What I here when I read his post is not the acts that he wants to try but the fact that there is no consideration, dailogue or mutual respect to even discuss the issues.

Again...you're getting hung up on the what. I don't think the "what" is why he's upset.


----------



## aribabe (Aug 9, 2012)

But it looks like they have discussed it, a least enough for him to know that she doesn't like it. Yet he keeps pushing it, and all in the name of intimacy. Intimacy is mutual, what he wants is solely self fulfilling as far as I can tell.



sinnister said:


> I understand your point of view and I agree with it...but I dont think it applies to this situation...unless I'm confused. :scratchhead:
> 
> What I here when I read his post is not the acts that he wants to try but the fact that there is no consideration, dailogue or mutual respect to even discuss the issues.
> 
> Again...you're getting hung up on the what. I don't think the "what" is why he's upset.

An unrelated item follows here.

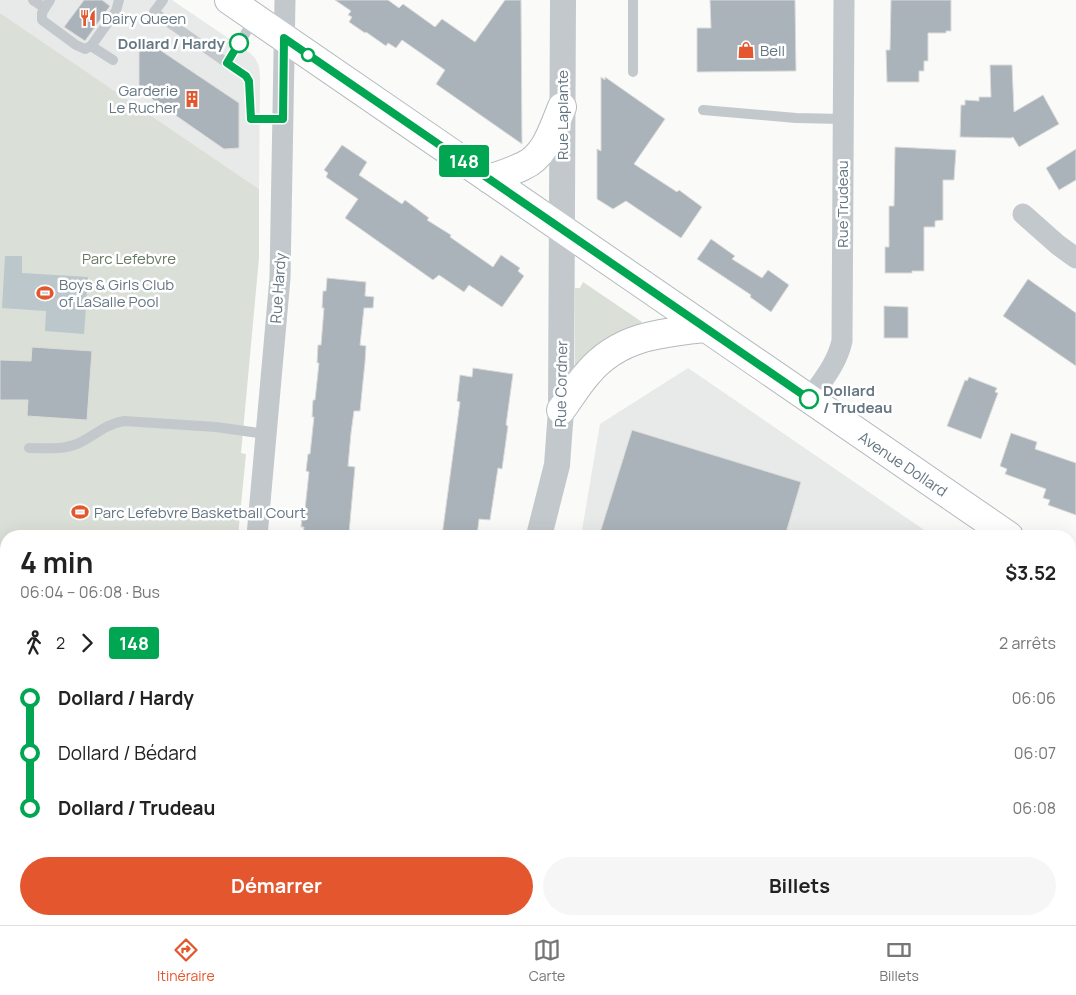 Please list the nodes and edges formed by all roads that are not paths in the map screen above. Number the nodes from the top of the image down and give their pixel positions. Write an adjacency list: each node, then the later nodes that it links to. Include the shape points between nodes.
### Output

_Posted via Mobile Device_


----------



## sinnister (Dec 5, 2010)

aribabe said:


> But it looks like they have discussed it, a least enough for him to know that she doesn't like it. Yet he keeps pushing it, and all in the name of intimacy. Intimacy is mutual, what he wants is solely self fulfilling as far as I can tell.
> 
> 
> _Posted via Mobile Device_


Why is it self fullfilling though? I have wants and desires in my intimate life that you would probably laugh at me for as well. But for all of my wifes sexual repression, she at least is very understanding, thoughtful and compassionate when it comes to these desires (my fetish). That doesn't mean captitualte, that means a true level of understanding about what your man wants desires are.

It sounds like you're just thinking he's a porn guy and just wants his wife to act like a porn star. I can tell you from a mans perspective - while appealing in theory - none of us really want that in practice.


----------



## aribabe (Aug 9, 2012)

Its self fulfilling because he's the only one receiving any fulfillment from it. Understanding and having a desire to do those things are not synonymous. She understands that he want's to f*ck her in the a*s but she'd rather her bottom be left alone. How is that wrong? I have a desire to use a strap-on on my husband, he's totally not interested. It would be wrong for me to guilt him into doing that under the guise of intimacy. Though I'm sure with enough pestering that I could.

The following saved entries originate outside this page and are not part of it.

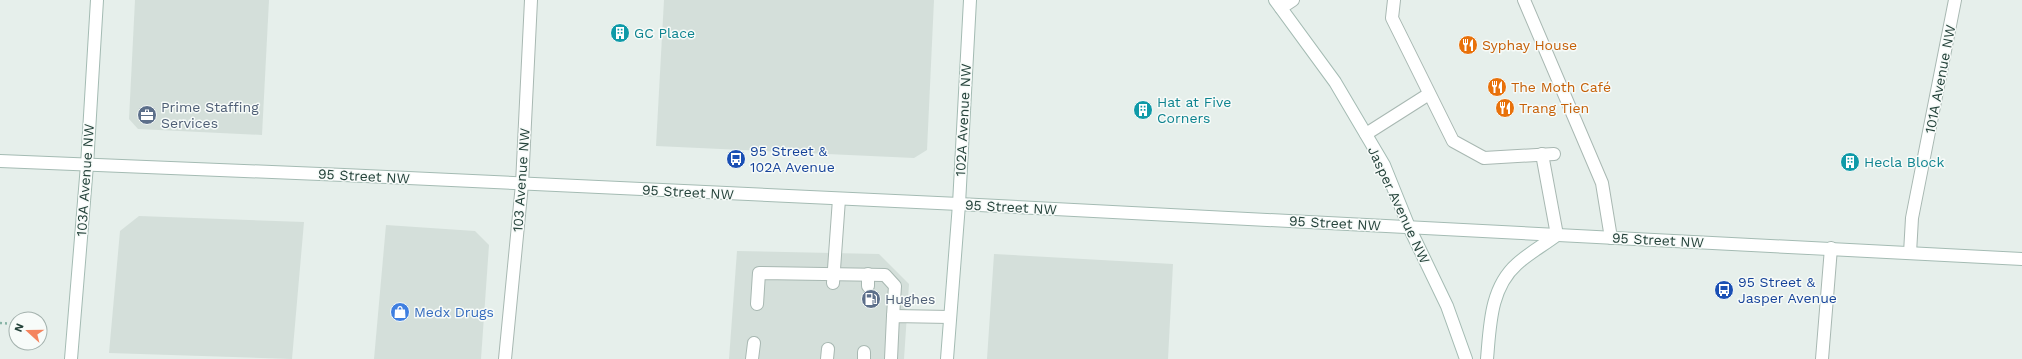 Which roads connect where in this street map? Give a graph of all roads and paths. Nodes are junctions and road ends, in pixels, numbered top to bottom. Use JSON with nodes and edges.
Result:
{"nodes":[{"id":1,"x":97,"y":0,"type":"edge"},
{"id":2,"x":532,"y":0,"type":"edge"},
{"id":3,"x":970,"y":0,"type":"edge"},
{"id":4,"x":1293,"y":0,"type":"edge"},
{"id":5,"x":1394,"y":0,"type":"edge"},
{"id":6,"x":1524,"y":0,"type":"edge"},
{"id":7,"x":1955,"y":0,"type":"edge"},
{"id":8,"x":1278,"y":4,"type":"edge"},
{"id":9,"x":1429,"y":94,"type":"junction"},
{"id":10,"x":1366,"y":134,"type":"junction"},
{"id":11,"x":0,"y":161,"type":"edge"},
{"id":12,"x":87,"y":165,"type":"junction"},
{"id":13,"x":522,"y":184,"type":"junction"},
{"id":14,"x":839,"y":199,"type":"junction"},
{"id":15,"x":959,"y":204,"type":"junction"},
{"id":16,"x":1409,"y":227,"type":"junction"},
{"id":17,"x":1557,"y":235,"type":"junction"},
{"id":18,"x":1611,"y":238,"type":"junction"},
{"id":19,"x":1831,"y":248,"type":"junction"},
{"id":20,"x":1910,"y":253,"type":"junction"},
{"id":21,"x":2022,"y":259,"type":"edge"},
{"id":22,"x":833,"y":279,"type":"junction"},
{"id":23,"x":757,"y":304,"type":"dead end"},
{"id":24,"x":893,"y":316,"type":"junction"},
{"id":25,"x":950,"y":318,"type":"junction"},
{"id":26,"x":754,"y":343,"type":"dead end"},
{"id":27,"x":71,"y":359,"type":"edge"},
{"id":28,"x":505,"y":359,"type":"edge"},
{"id":29,"x":752,"y":359,"type":"edge"},
{"id":30,"x":891,"y":359,"type":"edge"},
{"id":31,"x":947,"y":359,"type":"edge"},
{"id":32,"x":1466,"y":359,"type":"edge"},
{"id":33,"x":1487,"y":359,"type":"edge"},
{"id":34,"x":1822,"y":359,"type":"edge"}],
"edges":[{"from":1,"to":12,"type":"street","name":"103A Avenue NW"},
{"from":2,"to":13,"type":"street","name":"103 Avenue NW"},
{"from":3,"to":15,"type":"street","name":"102A Avenue NW"},
{"from":4,"to":8,"type":"street"},
{"from":5,"to":9,"type":"street"},
{"from":6,"to":18,"type":"street"},
{"from":7,"to":20,"type":"street","name":"101A Avenue NW"},
{"from":8,"to":10,"type":"street","name":"Jasper Avenue NW"},
{"from":9,"to":10,"type":"street"},
{"from":9,"to":17,"type":"street"},
{"from":10,"to":16,"type":"street","name":"Jasper Avenue NW"},
{"from":11,"to":12,"type":"street","name":"95 Street NW"},
{"from":12,"to":13,"type":"street","name":"95 Street NW"},
{"from":12,"to":27,"type":"street","name":"103A Avenue NW"},
{"from":13,"to":14,"type":"street","name":"95 Street NW"},
{"from":13,"to":28,"type":"street","name":"103 Avenue NW"},
{"from":14,"to":15,"type":"street","name":"95 Street NW"},
{"from":14,"to":22,"type":"street"},
{"from":15,"to":16,"type":"street","name":"95 Street NW"},
{"from":15,"to":25,"type":"street","name":"102A Avenue NW"},
{"from":16,"to":17,"type":"street","name":"95 Street NW"},
{"from":16,"to":32,"type":"street","name":"Jasper Avenue NW"},
{"from":17,"to":18,"type":"street","name":"95 Street NW"},
{"from":17,"to":33,"type":"street"},
{"from":18,"to":19,"type":"street","name":"95 Street NW"},
{"from":19,"to":20,"type":"street","name":"95 Street NW"},
{"from":19,"to":34,"type":"street"},
{"from":20,"to":21,"type":"street","name":"95 Street NW"},
{"from":22,"to":23,"type":"street"},
{"from":22,"to":24,"type":"street"},
{"from":24,"to":25,"type":"street"},
{"from":24,"to":30,"type":"street"},
{"from":25,"to":31,"type":"street","name":"102A Avenue NW"},
{"from":26,"to":29,"type":"street"}]} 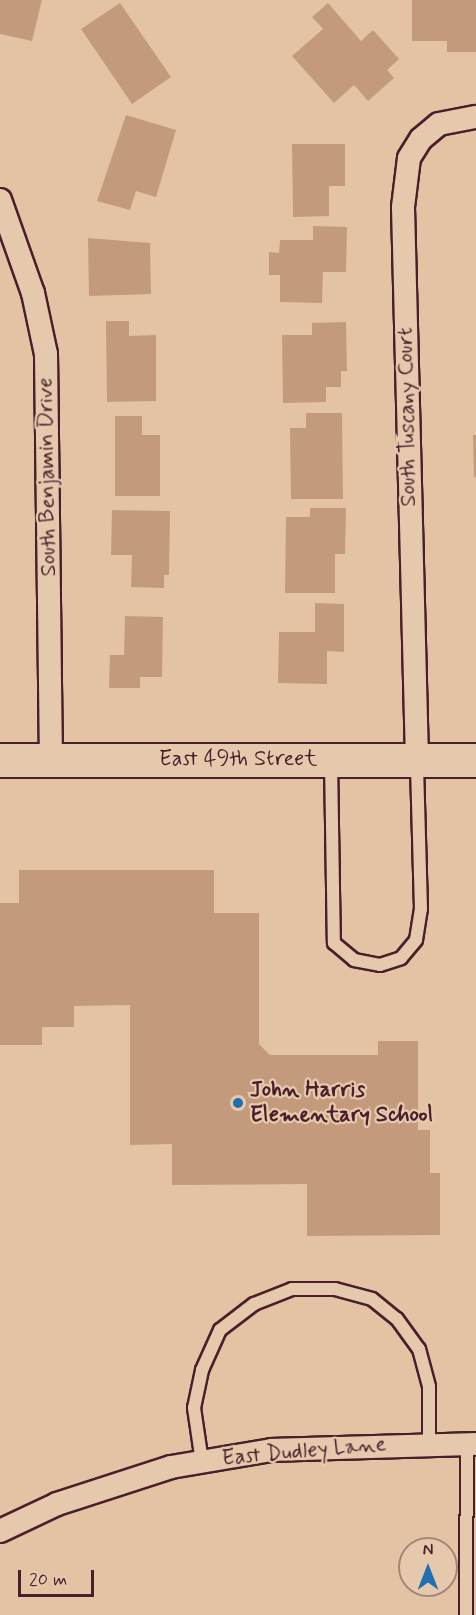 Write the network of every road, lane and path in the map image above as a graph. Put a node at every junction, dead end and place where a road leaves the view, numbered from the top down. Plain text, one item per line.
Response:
1 (476, 117) edge
2 (0, 200) edge
3 (0, 760) edge
4 (51, 760) junction
5 (331, 760) junction
6 (417, 760) junction
7 (476, 760) edge
8 (429, 1444) junction
9 (471, 1444) edge
10 (202, 1462) junction
11 (0, 1531) edge
12 (469, 1610) edge

1 - 6 street, South Tuscany Court
2 - 4 street, South Benjamin Drive
3 - 4 street, East 49th Street
4 - 5 street, East 49th Street
5 - 6 street, East 49th Street
5 - 6 lane
6 - 7 street, East 49th Street
8 - 9 street, East Dudley Lane
8 - 10 street, East Dudley Lane
8 - 10 lane
9 - 12 lane
10 - 11 street, East Dudley Lane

I don't know if he's a porn guy or not. But from what I can tell he certainly does want her to act like a pornstar, no matter how much she genuinely dislikes it, she should ACT like she likes it, for him and for intimacy. At least porn stars get paid to act like that and deal with the pain/discomfort...

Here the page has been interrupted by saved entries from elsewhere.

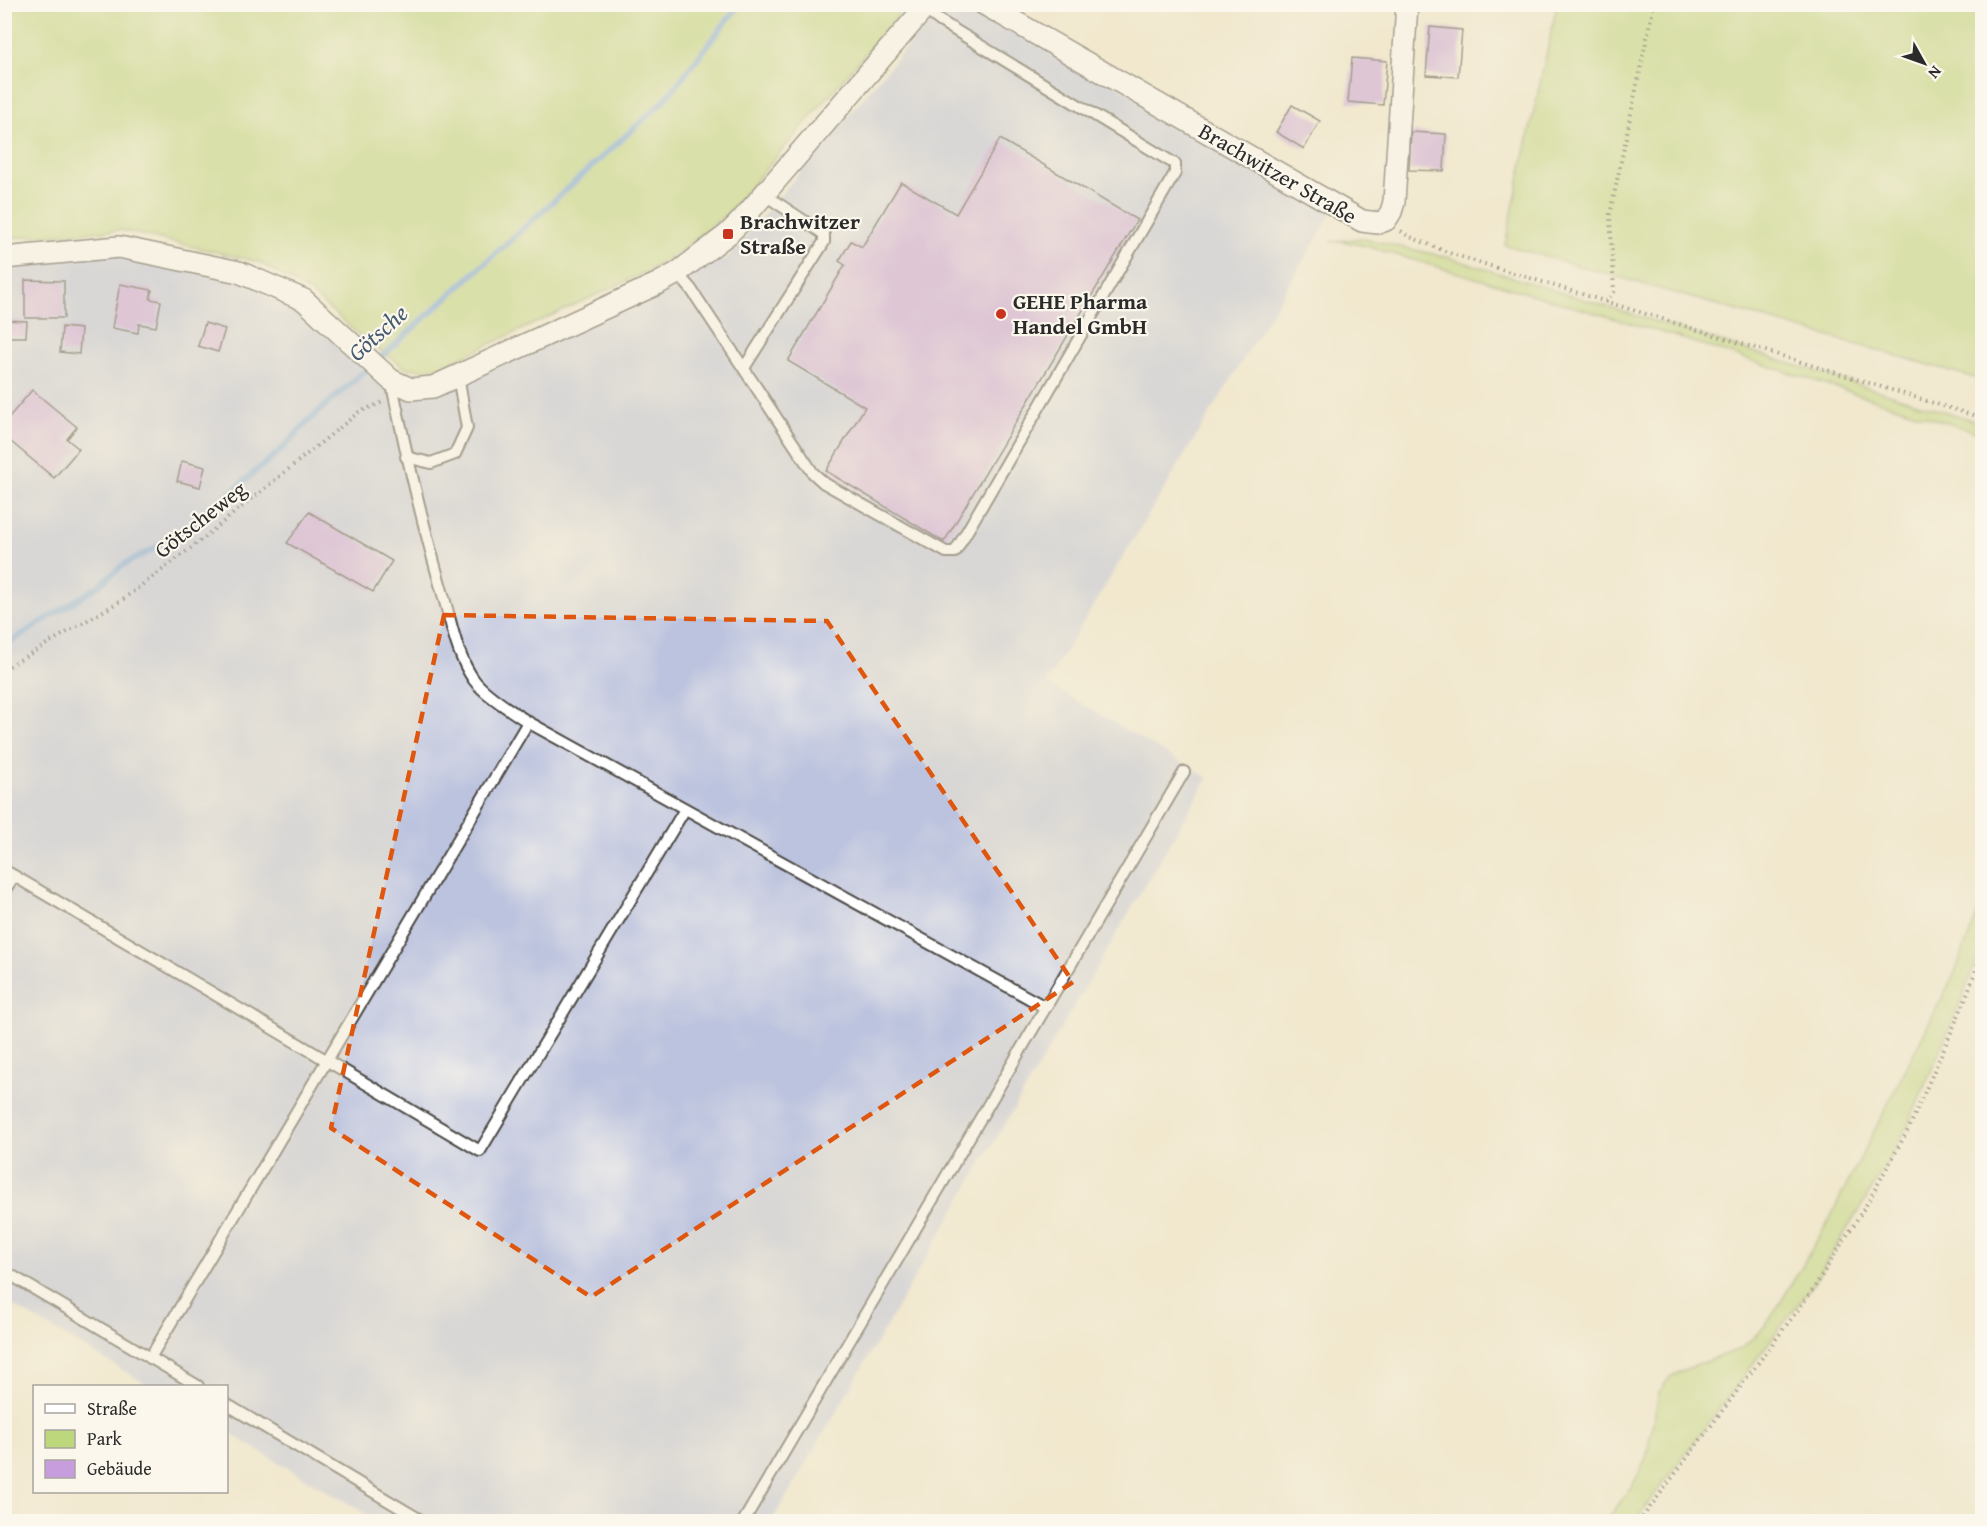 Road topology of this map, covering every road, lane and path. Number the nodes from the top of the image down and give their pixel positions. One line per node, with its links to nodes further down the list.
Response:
1 (984, 4): 6 (street, Brachwitzer Straße)
2 (1407, 4): 6 (street, Brachwitzer Straße)
3 (1654, 4): 9 (path)
4 (926, 7): 5 (street); 10 (lane)
5 (765, 195): 8 (street); 10 (lane)
6 (1386, 220): 9 (path)
7 (4, 258): 12 (street)
8 (677, 273): 10 (lane); 11 (street)
9 (1606, 302): 13 (path)
10 (744, 369)
11 (458, 376): 12 (street); 14 (lane)
12 (393, 389): 14 (lane); 15 (path, Götscheweg)
13 (1983, 418)
14 (406, 457): 16 (lane)
15 (4, 669)
16 (528, 722): 18 (lane); 23 (lane)
17 (1184, 772): 22 (lane)
18 (685, 809): 22 (lane); 23 (lane)
19 (9, 873): 20 (lane); 23 (lane)
20 (4, 891)
21 (1983, 954): 30 (path)
22 (1045, 1007): 29 (lane)
23 (327, 1061): 25 (lane)
24 (4, 1271): 25 (lane)
25 (150, 1358): 26 (lane)
26 (196, 1385)
27 (228, 1405): 28 (lane)
28 (424, 1521)
29 (744, 1521)
30 (1639, 1521)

The thing is, I'm fine with women faking it in bed, faking orgasms, faking excitement, it's all part of the fun. I do it with/for my husband all the time. But no woman should feign enjoyment for something she honestly doesn't like or that hurts her. That isn't intimacy imo.



sinnister said:


> Why is it self fullfilling though? I have wants and desires in my intimate life that you would probably laugh at me for as well. But for all of my wifes sexual repression, she at least is very understanding, thoughtful and compassionate when it comes to these desires (my fetish). That doesn't mean captitualte, that means a true level of understanding about what your man wants desires are.
> 
> It sounds like you're just thinking he's a porn guy and just wants his wife to act like a porn star. I can tell you from a mans perspective - while appealing in theory - none of us really want that in practice.


_Posted via Mobile Device_


----------



## kingsfan (Jun 4, 2012)

aribabe said:


> Its self fulfilling because he's the only one receiving any fulfillment from it. Understanding and having a desire to do those things are not synonymous. She understands that he want's to f*ck her in the a*s but she'd rather her bottom be left alone. How is that wrong? I have a desire to use a strap-on on my husband, he's totally not interested. It would be wrong for me to guilt him into doing that under the guise of intimacy. Though I'm sure with enough pestering that I could.
> 
> I don't know if he's a porn guy or not. But from what I can tell he certainly does want her to act like a pornstar, no matter how much she genuinely dislikes it, she should ACT like she likes it, for him and for intimacy. At least porn stars get paid to act like that and deal with the pain/discomfort...
> 
> ...


If all he wanted was anal, I'd agree with you. He doesn't.

He wants to spice things up, and listed several other options, as well as a desire to discuss sex with his wife. She won't even talk about sex with him. Not just anal, but sex. 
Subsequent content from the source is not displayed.